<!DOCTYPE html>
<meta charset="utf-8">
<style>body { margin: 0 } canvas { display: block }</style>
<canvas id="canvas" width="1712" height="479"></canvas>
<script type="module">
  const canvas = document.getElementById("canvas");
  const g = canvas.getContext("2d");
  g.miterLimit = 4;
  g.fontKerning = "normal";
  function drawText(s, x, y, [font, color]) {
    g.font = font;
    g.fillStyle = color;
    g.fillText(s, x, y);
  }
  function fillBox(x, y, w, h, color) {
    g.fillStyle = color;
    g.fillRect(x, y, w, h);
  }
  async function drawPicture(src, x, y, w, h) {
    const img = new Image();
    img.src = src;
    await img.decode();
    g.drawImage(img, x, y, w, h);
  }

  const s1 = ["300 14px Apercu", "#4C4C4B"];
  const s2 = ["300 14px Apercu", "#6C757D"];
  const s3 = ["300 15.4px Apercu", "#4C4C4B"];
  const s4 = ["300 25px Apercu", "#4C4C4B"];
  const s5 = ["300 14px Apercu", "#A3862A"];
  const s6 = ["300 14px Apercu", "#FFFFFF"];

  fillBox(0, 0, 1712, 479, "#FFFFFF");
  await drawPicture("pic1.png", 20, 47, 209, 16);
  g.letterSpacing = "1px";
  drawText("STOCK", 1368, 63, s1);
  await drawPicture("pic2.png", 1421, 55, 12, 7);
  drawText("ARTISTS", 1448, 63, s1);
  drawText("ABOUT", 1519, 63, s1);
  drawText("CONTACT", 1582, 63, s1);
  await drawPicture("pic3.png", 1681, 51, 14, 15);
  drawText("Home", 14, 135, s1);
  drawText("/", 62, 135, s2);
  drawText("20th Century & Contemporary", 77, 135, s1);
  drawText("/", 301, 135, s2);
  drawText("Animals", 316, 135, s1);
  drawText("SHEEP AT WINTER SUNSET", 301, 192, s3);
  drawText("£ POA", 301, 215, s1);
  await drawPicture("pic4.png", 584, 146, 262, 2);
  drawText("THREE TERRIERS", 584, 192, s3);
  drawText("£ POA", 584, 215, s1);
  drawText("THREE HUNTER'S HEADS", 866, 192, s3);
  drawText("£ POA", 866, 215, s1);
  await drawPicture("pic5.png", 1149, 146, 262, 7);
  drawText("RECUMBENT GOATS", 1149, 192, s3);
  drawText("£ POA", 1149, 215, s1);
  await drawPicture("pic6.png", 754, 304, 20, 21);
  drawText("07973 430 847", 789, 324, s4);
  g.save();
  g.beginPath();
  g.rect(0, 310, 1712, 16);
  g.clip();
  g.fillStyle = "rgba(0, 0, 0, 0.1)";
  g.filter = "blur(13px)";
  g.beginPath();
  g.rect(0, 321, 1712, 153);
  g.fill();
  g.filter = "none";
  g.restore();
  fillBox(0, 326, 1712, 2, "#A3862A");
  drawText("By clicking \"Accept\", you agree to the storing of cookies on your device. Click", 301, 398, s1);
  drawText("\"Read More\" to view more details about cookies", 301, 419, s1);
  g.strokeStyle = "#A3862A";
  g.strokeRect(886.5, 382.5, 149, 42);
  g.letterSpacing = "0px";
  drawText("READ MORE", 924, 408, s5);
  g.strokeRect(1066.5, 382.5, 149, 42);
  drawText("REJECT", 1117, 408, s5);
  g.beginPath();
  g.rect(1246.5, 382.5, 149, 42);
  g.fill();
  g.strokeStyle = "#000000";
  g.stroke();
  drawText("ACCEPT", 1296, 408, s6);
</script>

----------

**Directions:**
Read the entries above, then pull out the lines that include "function".

**Solution to this problem:**
  function drawText(s, x, y, [font, color]) {
  function fillBox(x, y, w, h, color) {
  async function drawPicture(src, x, y, w, h) {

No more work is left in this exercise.